Welt : Leute

Die norwegische Prinzessin Mette-Marit hat Pressefotografen wegen der Verfolgung ihres vierjährigen Sohnes Marius sichtlich erregt die Leviten gelesen. Die 28-jährige Frau von Kronprinz Haakon gab überraschend bei einer Diskussion über Presseethik die ihr zugedachte Zuhörerrolle auf und beschwerte sich vor mehr als 100 Journalisten über die Rücksichtlosigkeit der Paparazzi. "Ein Vierjähriger kann noch nicht verstehen, was passiert, wenn ein Fotograf mit seiner gewaltigen Ausrüstung vor dem Bauch auf ihn zukommt", sagte sie.

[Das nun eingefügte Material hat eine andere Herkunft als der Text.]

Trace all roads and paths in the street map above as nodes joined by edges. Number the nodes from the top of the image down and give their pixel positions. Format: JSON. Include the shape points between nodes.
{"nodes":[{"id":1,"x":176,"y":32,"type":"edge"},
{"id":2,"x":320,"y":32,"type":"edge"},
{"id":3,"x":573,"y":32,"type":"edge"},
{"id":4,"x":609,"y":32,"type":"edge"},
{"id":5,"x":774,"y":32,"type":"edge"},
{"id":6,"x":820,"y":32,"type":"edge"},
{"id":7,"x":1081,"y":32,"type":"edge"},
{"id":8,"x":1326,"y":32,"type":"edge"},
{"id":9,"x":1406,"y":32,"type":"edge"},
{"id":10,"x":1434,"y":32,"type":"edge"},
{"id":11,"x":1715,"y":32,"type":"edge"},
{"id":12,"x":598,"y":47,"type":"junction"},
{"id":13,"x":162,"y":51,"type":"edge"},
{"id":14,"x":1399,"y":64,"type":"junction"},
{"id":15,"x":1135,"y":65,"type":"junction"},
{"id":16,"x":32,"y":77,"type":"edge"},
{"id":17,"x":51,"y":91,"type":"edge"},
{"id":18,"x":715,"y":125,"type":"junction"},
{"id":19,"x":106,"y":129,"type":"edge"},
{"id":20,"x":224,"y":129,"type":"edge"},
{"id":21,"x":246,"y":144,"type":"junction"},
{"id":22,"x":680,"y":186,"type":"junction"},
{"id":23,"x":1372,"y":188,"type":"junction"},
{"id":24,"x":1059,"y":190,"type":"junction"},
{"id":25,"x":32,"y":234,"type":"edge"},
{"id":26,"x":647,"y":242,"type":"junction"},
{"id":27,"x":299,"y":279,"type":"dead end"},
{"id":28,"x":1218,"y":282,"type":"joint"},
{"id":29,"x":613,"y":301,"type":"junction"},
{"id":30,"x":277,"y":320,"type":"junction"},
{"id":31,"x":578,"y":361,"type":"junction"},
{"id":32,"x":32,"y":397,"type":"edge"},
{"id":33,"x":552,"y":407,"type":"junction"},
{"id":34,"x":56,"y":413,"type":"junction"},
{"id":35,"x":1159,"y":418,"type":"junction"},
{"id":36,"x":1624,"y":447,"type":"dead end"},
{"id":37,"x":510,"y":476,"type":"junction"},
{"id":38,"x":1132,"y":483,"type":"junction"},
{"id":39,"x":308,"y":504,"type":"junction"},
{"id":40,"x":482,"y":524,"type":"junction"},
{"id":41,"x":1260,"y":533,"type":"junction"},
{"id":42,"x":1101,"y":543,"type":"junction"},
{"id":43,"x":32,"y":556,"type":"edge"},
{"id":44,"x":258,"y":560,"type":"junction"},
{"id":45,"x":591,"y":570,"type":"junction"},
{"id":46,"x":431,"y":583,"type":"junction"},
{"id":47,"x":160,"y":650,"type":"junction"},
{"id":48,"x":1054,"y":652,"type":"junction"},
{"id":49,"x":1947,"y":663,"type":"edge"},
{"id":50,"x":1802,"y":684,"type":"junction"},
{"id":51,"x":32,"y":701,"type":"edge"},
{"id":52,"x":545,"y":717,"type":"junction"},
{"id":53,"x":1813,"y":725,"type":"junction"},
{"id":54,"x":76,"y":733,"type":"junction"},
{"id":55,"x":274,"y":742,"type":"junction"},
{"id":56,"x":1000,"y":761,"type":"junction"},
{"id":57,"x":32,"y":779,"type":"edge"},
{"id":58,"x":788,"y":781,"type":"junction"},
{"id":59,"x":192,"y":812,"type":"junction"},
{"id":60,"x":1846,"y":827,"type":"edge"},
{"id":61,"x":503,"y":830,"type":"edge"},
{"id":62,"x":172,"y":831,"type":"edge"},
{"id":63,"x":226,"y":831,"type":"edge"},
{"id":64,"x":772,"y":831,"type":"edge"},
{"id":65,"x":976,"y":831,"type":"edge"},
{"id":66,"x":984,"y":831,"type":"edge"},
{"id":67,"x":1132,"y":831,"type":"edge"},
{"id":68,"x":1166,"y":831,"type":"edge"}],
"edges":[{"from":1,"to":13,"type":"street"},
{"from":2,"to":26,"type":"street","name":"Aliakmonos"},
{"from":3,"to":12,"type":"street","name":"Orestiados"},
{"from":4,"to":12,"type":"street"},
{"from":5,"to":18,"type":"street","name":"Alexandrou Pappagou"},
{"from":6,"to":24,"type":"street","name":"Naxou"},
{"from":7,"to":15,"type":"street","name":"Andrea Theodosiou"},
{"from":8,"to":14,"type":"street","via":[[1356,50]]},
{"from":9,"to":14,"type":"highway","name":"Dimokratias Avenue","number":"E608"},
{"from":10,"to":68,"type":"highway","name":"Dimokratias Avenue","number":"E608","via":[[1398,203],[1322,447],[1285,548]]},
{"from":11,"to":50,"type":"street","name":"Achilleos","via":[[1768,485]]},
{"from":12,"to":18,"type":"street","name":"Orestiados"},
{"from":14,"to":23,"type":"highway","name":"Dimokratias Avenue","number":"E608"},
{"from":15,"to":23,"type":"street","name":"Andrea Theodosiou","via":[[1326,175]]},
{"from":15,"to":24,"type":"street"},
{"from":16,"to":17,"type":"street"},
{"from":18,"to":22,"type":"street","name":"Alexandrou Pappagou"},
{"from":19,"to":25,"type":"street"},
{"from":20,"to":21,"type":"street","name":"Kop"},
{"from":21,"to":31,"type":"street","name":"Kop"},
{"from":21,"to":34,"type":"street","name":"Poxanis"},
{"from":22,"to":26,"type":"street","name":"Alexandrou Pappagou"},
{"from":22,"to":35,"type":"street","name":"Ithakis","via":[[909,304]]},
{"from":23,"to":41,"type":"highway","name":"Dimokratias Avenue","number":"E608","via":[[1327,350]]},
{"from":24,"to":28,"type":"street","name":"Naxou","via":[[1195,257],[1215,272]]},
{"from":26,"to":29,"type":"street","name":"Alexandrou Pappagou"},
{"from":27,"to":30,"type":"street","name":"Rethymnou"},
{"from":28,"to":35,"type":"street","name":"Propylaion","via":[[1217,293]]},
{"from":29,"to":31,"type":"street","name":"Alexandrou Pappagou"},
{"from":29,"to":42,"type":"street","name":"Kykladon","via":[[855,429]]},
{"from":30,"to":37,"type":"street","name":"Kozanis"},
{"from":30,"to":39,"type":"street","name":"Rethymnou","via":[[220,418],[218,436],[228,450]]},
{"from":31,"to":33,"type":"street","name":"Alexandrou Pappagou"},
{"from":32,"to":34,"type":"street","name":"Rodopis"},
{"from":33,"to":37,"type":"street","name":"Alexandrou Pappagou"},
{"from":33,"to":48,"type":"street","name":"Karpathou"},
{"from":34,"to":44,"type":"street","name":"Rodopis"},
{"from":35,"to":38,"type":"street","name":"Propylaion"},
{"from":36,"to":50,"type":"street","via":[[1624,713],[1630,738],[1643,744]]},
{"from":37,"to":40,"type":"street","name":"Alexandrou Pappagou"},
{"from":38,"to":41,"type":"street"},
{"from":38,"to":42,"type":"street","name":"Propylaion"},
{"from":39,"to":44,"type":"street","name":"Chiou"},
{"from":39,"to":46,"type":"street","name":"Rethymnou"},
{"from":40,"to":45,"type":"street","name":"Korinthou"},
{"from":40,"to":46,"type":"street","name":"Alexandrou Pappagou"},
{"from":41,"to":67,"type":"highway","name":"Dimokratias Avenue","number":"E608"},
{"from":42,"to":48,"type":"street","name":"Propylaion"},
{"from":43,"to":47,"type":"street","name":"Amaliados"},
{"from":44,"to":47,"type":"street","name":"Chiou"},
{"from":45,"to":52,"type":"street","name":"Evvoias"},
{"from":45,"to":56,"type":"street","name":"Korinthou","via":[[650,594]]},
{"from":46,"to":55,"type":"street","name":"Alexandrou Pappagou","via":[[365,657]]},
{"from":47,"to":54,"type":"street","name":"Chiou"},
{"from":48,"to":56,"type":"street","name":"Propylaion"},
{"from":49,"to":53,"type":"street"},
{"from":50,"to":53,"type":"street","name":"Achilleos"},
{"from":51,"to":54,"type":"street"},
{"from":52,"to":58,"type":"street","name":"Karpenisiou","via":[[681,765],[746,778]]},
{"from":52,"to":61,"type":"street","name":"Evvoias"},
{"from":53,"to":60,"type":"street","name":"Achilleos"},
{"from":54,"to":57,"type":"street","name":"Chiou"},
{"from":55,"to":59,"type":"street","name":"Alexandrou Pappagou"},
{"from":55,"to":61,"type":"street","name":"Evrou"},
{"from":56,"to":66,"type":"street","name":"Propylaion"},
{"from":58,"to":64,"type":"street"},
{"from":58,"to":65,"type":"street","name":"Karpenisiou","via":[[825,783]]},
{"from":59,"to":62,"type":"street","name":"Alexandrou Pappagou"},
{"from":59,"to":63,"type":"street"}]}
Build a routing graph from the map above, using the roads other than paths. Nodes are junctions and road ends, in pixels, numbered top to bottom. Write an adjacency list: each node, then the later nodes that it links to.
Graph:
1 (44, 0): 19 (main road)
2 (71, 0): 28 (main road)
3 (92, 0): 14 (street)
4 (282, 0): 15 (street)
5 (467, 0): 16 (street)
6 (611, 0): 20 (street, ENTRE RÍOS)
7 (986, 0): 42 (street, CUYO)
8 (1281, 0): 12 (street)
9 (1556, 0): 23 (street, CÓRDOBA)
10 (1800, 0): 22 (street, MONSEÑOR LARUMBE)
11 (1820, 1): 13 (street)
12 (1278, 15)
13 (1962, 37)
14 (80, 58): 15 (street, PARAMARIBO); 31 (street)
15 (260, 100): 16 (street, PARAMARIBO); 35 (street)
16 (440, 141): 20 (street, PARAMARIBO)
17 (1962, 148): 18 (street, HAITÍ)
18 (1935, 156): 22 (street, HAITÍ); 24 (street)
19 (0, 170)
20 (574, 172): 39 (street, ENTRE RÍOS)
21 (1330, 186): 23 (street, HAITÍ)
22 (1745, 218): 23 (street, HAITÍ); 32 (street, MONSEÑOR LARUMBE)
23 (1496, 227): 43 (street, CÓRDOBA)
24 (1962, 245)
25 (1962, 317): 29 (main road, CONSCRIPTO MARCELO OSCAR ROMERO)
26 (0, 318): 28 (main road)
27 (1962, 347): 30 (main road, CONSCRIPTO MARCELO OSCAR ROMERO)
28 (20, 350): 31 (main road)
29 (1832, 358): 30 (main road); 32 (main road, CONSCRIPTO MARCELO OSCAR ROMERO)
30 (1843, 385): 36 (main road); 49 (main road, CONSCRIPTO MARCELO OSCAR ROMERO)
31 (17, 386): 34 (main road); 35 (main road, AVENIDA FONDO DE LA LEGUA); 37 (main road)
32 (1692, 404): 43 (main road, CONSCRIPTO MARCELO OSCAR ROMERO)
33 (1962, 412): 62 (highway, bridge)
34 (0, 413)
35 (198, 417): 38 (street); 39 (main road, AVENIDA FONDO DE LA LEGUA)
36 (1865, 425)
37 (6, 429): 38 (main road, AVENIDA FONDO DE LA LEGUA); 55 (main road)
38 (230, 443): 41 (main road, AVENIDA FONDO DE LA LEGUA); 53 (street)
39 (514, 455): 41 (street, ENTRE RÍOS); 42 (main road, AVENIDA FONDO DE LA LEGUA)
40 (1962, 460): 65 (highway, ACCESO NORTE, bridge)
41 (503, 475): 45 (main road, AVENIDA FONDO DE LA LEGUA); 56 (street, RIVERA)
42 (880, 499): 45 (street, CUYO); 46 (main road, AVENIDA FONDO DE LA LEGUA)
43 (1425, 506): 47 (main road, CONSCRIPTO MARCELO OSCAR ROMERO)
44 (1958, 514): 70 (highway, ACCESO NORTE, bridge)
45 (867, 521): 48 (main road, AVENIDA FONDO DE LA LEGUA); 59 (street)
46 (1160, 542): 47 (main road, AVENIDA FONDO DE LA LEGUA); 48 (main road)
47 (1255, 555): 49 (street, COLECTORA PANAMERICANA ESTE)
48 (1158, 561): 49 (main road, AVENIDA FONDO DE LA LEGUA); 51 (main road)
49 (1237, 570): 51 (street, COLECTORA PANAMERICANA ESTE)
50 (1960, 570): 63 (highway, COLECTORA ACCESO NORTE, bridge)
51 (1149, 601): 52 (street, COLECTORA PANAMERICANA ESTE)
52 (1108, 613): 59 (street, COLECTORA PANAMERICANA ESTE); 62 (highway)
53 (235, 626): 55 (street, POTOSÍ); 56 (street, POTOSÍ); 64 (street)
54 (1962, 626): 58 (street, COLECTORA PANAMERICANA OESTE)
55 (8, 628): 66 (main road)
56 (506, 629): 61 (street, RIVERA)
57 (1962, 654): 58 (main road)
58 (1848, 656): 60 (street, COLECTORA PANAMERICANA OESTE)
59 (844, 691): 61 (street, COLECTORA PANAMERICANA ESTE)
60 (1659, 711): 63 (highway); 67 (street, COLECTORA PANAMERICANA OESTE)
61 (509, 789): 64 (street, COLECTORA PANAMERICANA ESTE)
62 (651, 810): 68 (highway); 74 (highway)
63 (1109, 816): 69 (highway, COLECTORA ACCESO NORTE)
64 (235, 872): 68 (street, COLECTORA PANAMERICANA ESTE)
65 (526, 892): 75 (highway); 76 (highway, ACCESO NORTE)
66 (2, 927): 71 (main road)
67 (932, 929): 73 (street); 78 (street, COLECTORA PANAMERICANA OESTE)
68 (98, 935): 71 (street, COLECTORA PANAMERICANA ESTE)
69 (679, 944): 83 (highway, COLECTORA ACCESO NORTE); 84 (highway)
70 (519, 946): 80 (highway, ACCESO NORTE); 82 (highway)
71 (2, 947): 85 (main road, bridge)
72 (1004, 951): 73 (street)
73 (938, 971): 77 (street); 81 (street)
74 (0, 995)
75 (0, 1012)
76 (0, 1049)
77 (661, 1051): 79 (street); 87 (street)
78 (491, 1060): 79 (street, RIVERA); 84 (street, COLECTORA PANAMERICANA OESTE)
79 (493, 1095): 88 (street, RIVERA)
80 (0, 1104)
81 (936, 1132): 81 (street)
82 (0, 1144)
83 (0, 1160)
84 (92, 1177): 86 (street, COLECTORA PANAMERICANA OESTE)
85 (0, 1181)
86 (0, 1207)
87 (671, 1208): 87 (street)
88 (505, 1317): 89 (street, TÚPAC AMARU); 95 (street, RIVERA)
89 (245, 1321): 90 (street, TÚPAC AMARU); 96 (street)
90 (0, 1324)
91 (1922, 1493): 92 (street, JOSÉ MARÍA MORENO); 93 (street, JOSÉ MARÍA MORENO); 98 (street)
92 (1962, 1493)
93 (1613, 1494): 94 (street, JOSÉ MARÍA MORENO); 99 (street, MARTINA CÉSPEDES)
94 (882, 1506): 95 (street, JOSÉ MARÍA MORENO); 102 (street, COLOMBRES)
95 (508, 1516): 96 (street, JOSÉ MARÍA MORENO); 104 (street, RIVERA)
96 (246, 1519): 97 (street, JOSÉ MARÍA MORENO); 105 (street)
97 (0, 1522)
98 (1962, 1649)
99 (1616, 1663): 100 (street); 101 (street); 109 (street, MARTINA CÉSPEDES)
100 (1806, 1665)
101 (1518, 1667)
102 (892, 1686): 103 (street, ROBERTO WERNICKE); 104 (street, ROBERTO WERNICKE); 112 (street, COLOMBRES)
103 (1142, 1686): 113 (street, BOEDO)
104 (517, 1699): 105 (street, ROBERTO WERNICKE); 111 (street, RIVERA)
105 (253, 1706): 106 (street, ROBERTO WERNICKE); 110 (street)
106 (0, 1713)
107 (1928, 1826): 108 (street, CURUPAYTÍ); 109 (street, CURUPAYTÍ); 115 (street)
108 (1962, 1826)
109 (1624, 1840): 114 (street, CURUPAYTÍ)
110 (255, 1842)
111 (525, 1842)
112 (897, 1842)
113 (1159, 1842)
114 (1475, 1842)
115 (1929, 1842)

Den Blick fest auf die Chefredakteure der Boulevardblätter gerichtet, fuhr die Mutter fort: "Die Fotografen sind unhöflich und fragen nicht um Erlaubnis. Fragen sie doch, und man lehnt ab, fotografieren sie trotzdem." Man möge sich vorstellen, was ein Vierjähriger über das Wesen von Menschen lerne, wenn er derlei erlebe. Mette-Marit hatte mit ihrem Zornesausbruch ("total inakzeptabel") einen eher diplomatisch gehaltenen Redebeitrag ihres Mannes unterbrochen.